HBO offers 150 titles on demand and rotates 25 percent of its content every week, said Barbara Jaffe, senior VP, network operations. “Imagine doing that every week from multiple programmers,” she said. N2 Broadband and TVN both operate according to a “pitcher and catcher” model. The pitcher is a server in an uplink facility that “pitches” the content over satellite bandwidth to a “catcher” server at the headend. Both companies also manage the digital assets at the headend.
“We can tell them exactly what state their assets are in-what’s been loaded onto the server, what’s available now, what’s available tomorrow,” said Darryl DeFreese, principal architect with N2.

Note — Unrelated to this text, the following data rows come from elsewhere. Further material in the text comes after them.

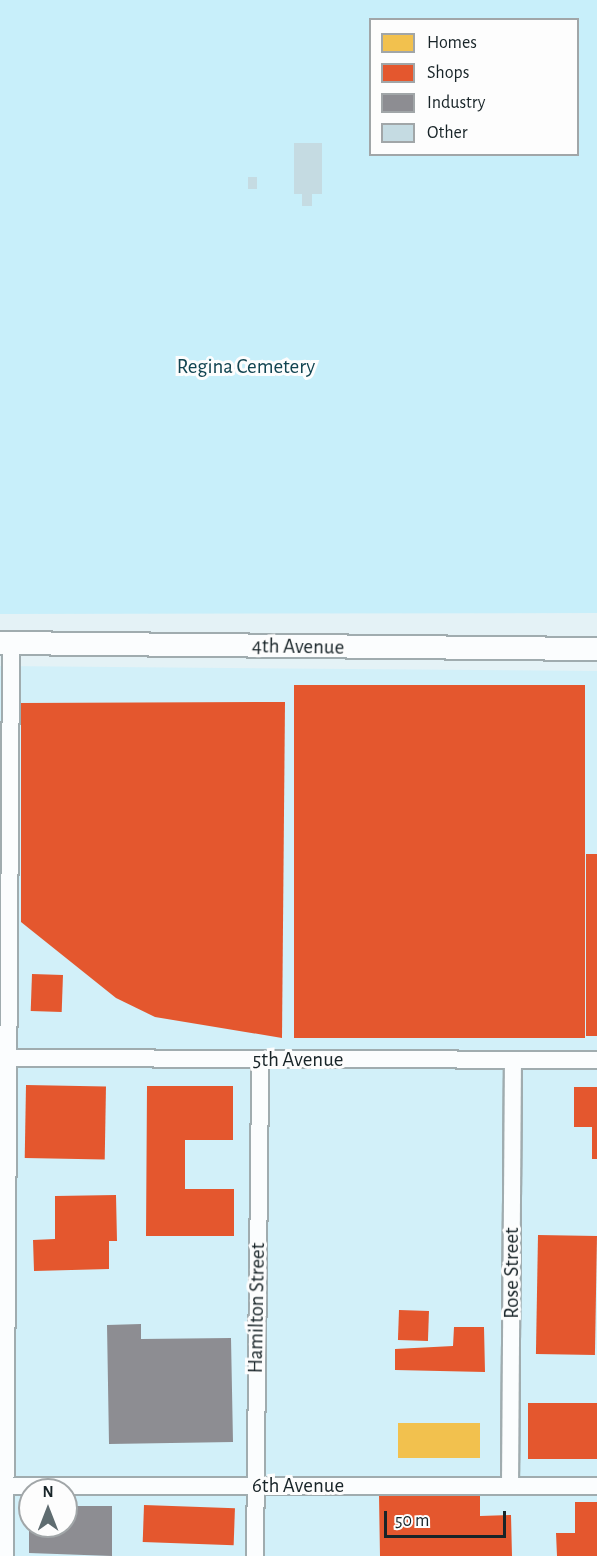 <!DOCTYPE html>
<html>
<head>
<meta charset="utf-8">
<style>
  body { margin:0 }
  #map { position:relative; width:597px; height:1556px; overflow:hidden; background:#e4f2f6; font-family:"Alegreya Sans",sans-serif }
  div>[style] { position:absolute }
  .built>* { inset:0; background:#d2f0f9 }
  .green>* { inset:0; background:#c8effa }
  .homes>* { inset:0; background:#f2c14e; transform-origin:0 0 }
  .shops>* { inset:0; background:#e4572e; transform-origin:0 0 }
  .industry>* { inset:0; background:#8d8d92 }
  .building>* { inset:0; background:#c5dbe2; transform-origin:0 0 }
  .roads { filter:drop-shadow(2px 0 #a0acaf) drop-shadow(-2px 0 #a0acaf) drop-shadow(0 2px #a0acaf) drop-shadow(0 -2px #a0acaf) }
  .minor>* { height:16px; margin:-8px; padding:0 8px; transform-origin:8px; border-radius:8px; background:#fbfdfe }
  .secondary>* { height:22px; margin:-11px; padding:0 11px; transform-origin:11px; border-radius:11px; background:#fbfdfe }
  span { translate:-50% -50%; white-space:nowrap; text-align:center; line-height:1.15; -webkit-text-stroke:6px #fdfdfd; paint-order:stroke }
  .park-label { font-size:21px; color:#114451 }
  .street-label { font-size:21px; color:#182428 }
  .legend { position:absolute; left:369px; top:18px; width:210px; height:138px; box-sizing:border-box; background:#fdfdfd; border:2px solid #a1a6a8; margin:0; padding:8px 10px; list-style:none; font-size:18px; color:#182428 }
  .legend li { display:flex; align-items:center; gap:12px; height:30px }
  .legend b { width:30px; border:2px solid #a1a6a8 }
  .north { position:absolute; left:18px; top:1478px; width:60px; height:60px; box-sizing:border-box; background:#fdfdfd; border:2px solid #a1a6a8; border-radius:50%; rotate:0deg; font-size:16px; font-weight:700; line-height:24px; text-align:center; color:#182428 }
  .north::after { content:''; display:block; margin:auto; width:21px; height:27px; background:#5f6c70; clip-path:polygon(50% 0,100% 100%,50% 72%,0 100%) }
  .scale { position:absolute; left:384px; top:1511px; width:122px; height:27px; box-sizing:border-box; border:3px solid #182428; border-top:0; padding-left:8px; font-size:18px; line-height:21px; white-space:nowrap; color:#182428; -webkit-text-stroke:4px #fdfdfd; paint-order:stroke }
</style>
</head>
<body>
<div id="map">
  <div class="built">
    <div style="clip-path:polygon(evenodd,0 666px,597px 671px,597px 1556px,0 1556px,0 666px,30px 1490px,66px 1490px,66px 1526px,30px 1526px,30px 1490px)"></div>
  </div>
  <div class="green">
    <div style="clip-path:polygon(evenodd,0 0,597px 0,597px 613px,0 614px,0 0,370px 20px,578px 20px,578px 154px,370px 154px,370px 20px)"></div>
  </div>
  <div class="homes">
    <div style="left:480px;top:1423px;width:35px;height:82px;rotate:90deg"></div>
  </div>
  <div class="shops">
    <div style="left:294px;top:685px;width:291px;height:353px"></div>
    <div style="clip-path:polygon(285px 702px,282px 1038px,155px 1017px,116px 998px,21px 922px,21px 703px)"></div>
    <div style="left:586px;top:854px;width:11px;height:182px"></div>
    <div style="left:32px;top:974px;width:31px;height:37px;rotate:2deg"></div>
    <div style="left:26px;top:1085px;width:80px;height:73px;rotate:1deg"></div>
    <div style="clip-path:polygon(147px 1086px,233px 1086px,233px 1140px,185px 1140px,185px 1189px,234px 1189px,234px 1236px,146px 1236px)"></div>
    <div style="clip-path:polygon(574px 1087px,597px 1087px,597px 1159px,592px 1159px,592px 1127px,574px 1127px)"></div>
    <div style="clip-path:polygon(116px 1195px,117px 1241px,109px 1241px,109px 1269px,34px 1271px,33px 1240px,55px 1239px,55px 1196px)"></div>
    <div style="left:538px;top:1235px;width:59px;height:119px;rotate:1deg"></div>
    <div style="left:399px;top:1310px;width:30px;height:30px;rotate:2deg"></div>
    <div style="clip-path:polygon(454px 1327px,484px 1327px,485px 1372px,395px 1370px,395px 1349px,453px 1346px)"></div>
    <div style="left:528px;top:1403px;width:69px;height:56px"></div>
    <div style="clip-path:polygon(480px 1494px,480px 1516px,511px 1515px,512px 1556px,380px 1556px,379px 1495px)"></div>
    <div style="clip-path:polygon(575px 1502px,597px 1502px,597px 1556px,557px 1556px,556px 1533px,575px 1533px)"></div>
    <div style="left:144px;top:1505px;width:91px;height:37px;rotate:2deg"></div>
  </div>
  <div class="industry">
    <div style="clip-path:polygon(141px 1324px,141px 1339px,231px 1338px,233px 1442px,109px 1444px,107px 1325px)"></div>
    <div style="clip-path:polygon(66px 1506px,112px 1506px,112px 1556px,29px 1553px,29px 1526px,66px 1526px)"></div>
  </div>
  <div class="building">
    <div style="clip-path:polygon(294px 143px,322px 143px,322px 194px,312px 194px,312px 206px,302px 206px,302px 194px,294px 194px)"></div>
    <div style="left:248px;top:177px;width:9px;height:12px"></div>
  </div>
  <div class="roads">
    <div class="minor">
      <div style="left:1px;top:1058px;width:596px;rotate:0.19deg"></div>
      <div style="left:0;top:1486px;width:597px"></div>
      <div style="left:510px;top:1486px;width:426px;rotate:-89.6deg"></div>
      <div style="left:5px;top:1556px;width:913px;rotate:-89.62deg"></div>
      <div style="left:255px;top:1556px;width:495px;rotate:-89.4deg"></div>
    </div>
    <div class="secondary">
      <div style="left:0;top:643px;width:597px;rotate:0.58deg"></div>
    </div>
  </div>
  <div class="park-label">
    <span style="left:246px;top:367px">Regina Cemetery</span>
  </div>
  <div class="street-label">
    <span style="left:298px;top:647px;rotate:1deg">4th Avenue</span>
    <span style="left:298px;top:1060px">5th Avenue</span>
    <span style="left:512px;top:1273px;rotate:-90deg">Rose Street</span>
    <span style="left:257px;top:1308px;rotate:-89deg">Hamilton Street</span>
    <span style="left:298px;top:1486px">6th Avenue</span>
  </div>
  <ul class="legend">
  <li><b style="height:16px;background:#f2c14e"></b>Homes</li>
  <li><b style="height:16px;background:#e4572e"></b>Shops</li>
  <li><b style="height:16px;background:#8d8d92"></b>Industry</li>
  <li><b style="height:16px;background:#c5dbe2"></b>Other</li>
  </ul>
  <div class="north">N</div>
  <div class="scale">50 m</div>
</div>
</body>
</html>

Digital satellite delivery also provides a level of security not afforded by tape distribution since all the digital files are encrypted. “We’ll give studios a lot more comfort-they don’t want to be Napsterized,” said Reggie Bradford, president and CEO of N2.
TVN began serving Adelphia Communications in late 2001 and added Comcast Communications, MediaCom and Insight Communications to its list of cable operators over the last six months, said Dom Stasi, chief technology officer with TVN in Burbank, Calif. Last October, the company transmitted 454 hours of on-demand content, a number that grew to 750 in May. Mr. Stasi predicts TVN will deliver 800 hours of content this month and at least 1,240 hours in July.